Strong relationships, good fun and an awful lot of cake
How funders can make life easier for charities
Rotherfield St Martin took part in our Duty to Care? research project. We asked them about their recent experience of working with trusts and foundations.
Tell us about Rotherfield St Martin
Rotherfield St Martin is a 14-year old community-led organisation aiming to combat isolation and loneliness.
We’re a club for some 225 older citizens from a rural village in Wealden, that offers a range of activities and support – on anything from ‘Knitting & Nattering’ through to volunteer driver schemes and health therapies.
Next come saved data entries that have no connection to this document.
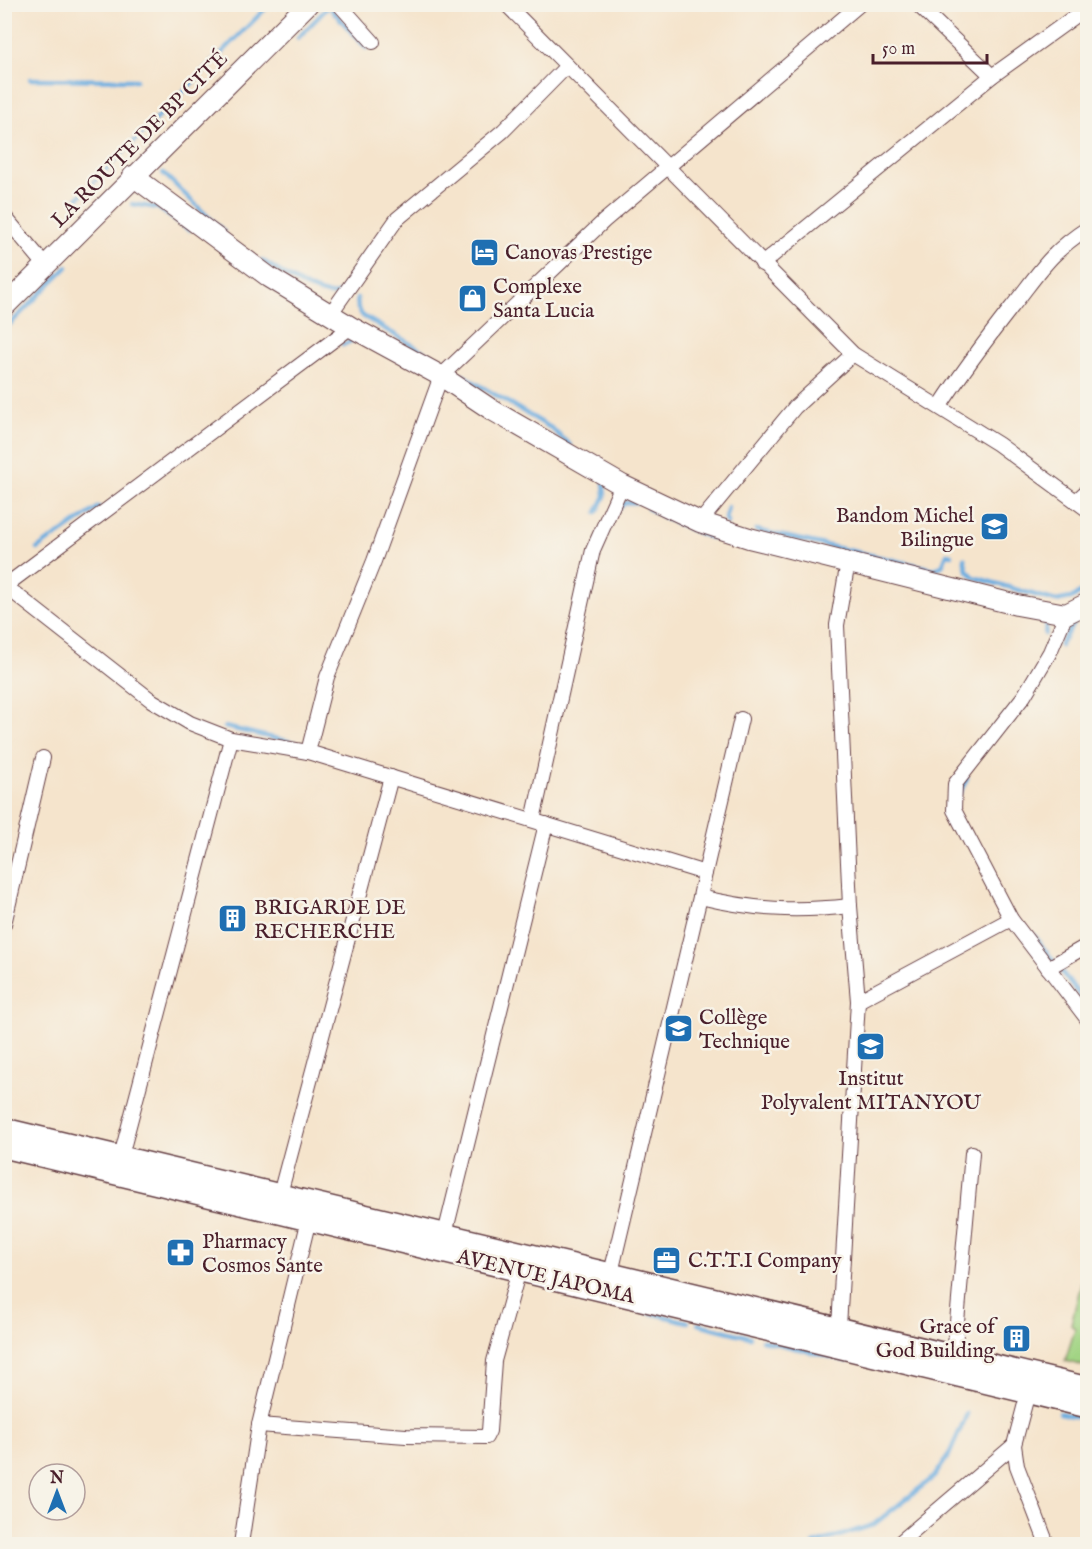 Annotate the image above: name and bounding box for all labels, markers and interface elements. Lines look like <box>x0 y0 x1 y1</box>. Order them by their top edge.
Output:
scale bar <box>873 27 987 65</box>
text: 50 m <box>882 38 915 61</box>
street label: LA ROUTE DE BP CITÉ <box>45 45 234 234</box>
hotel icon: Canovas Prestige <box>468 236 500 268</box>
place label: Canovas Prestige <box>505 240 653 267</box>
place label: Complexe Santa Lucia <box>493 274 595 325</box>
shop icon: Complexe Santa Lucia <box>456 282 488 314</box>
place label: Bandom Michel Bilingue <box>836 503 974 554</box>
school or university icon: Bandom Michel Bilingue <box>979 511 1011 543</box>
place label: BRIGARDE DE RECHERCHE <box>254 895 406 946</box>
building icon: BRIGARDE DE RECHERCHE <box>217 903 249 935</box>
place label: Collège Technique <box>699 1005 790 1056</box>
school or university icon: Collège Technique <box>662 1013 694 1045</box>
school or university icon: Institut Polyvalent MITANYOU <box>855 1031 887 1063</box>
place label: Institut Polyvalent MITANYOU <box>761 1066 981 1117</box>
place label: Pharmacy Cosmos Sante <box>202 1229 323 1280</box>
pharmacy icon: Pharmacy Cosmos Sante <box>165 1237 197 1269</box>
street label: AVENUE JAPOMA <box>453 1244 638 1311</box>
office icon: C.T.T.I Company <box>651 1244 683 1276</box>
place label: C.T.T.I Company <box>688 1248 842 1275</box>
place label: Grace of God Building <box>876 1314 998 1365</box>
building icon: Grace of God Building <box>1000 1322 1032 1354</box>
north arrow <box>27 1462 87 1522</box>
text: N <box>49 1469 64 1489</box>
We’re run by 100 volunteers who work hard to foster an open and supportive environment underpinned by strong relationships, good fun and an awful lot of cake.
What has changed about your work over the past five years?
In the past few years, we’ve noticed two key changes in our environment that affect the way we operate.
First, the statutory sector is increasingly turning to the voluntary sector to fill in the gaps left by its model of care. This means that we’ve had to develop our networks and become more deeply rooted in our local area – we’re now partners to the District Council, the NHS and other collaborative stakeholder groups, but we still often find ourselves running upstream to resolve issues quickly.
Second, what’s happening with some of the big charities is causing a ripple effect. We’ve noticed a concerning change in people’s attitudes towards charities in general, and a few very public cases have led to higher expectations of transparency and professionalisation.
Have you changed anything about the way you work – and how you work with trusts and foundations – in response to this?
In this context, and following a change in CEO, we’ve gone through a process of organisational development and formalisation: we’ve changed from an unincorporated organisation to a CIO and put in policies around safeguarding to ensure we protect ourselves against this backdrop of increased transparency and accountability for charities.
Another challenge for us is income generation and fundraising – particularly as we work in a village of 4000 people and there is competition with other community groups. At the moment we very much depend on independent fundraisers, but trusts and foundations also fit well within our culture and long-term approach. They can see we’re growing and strengthening ourselves, which bolsters existing relationships and allows us to pursue those funding avenues. We’re also looking at other ways to generate income – like legacy funding or a regular giving programme – but for now we’re focusing on building strong, long-term relationships.
What could trusts and foundations do differently to make your life easier?
For us, stable, multi-year funding would make the biggest difference, as it would create some space for longer-term thinking and enable us to develop a sustainable funding model.
It would also be helpful to have a closer local-level dialogue between the public sector and the people delivering services on the ground – it’s positive that public agencies are looking to work ever more closely with us, but they need to understand that small charities only have enough in reserves to keep going for 3-6 months.
Finally, independent funders need to realise what a crucial role they play, as this could lead to making the application process quicker and easier, which would make us stronger and more resilient.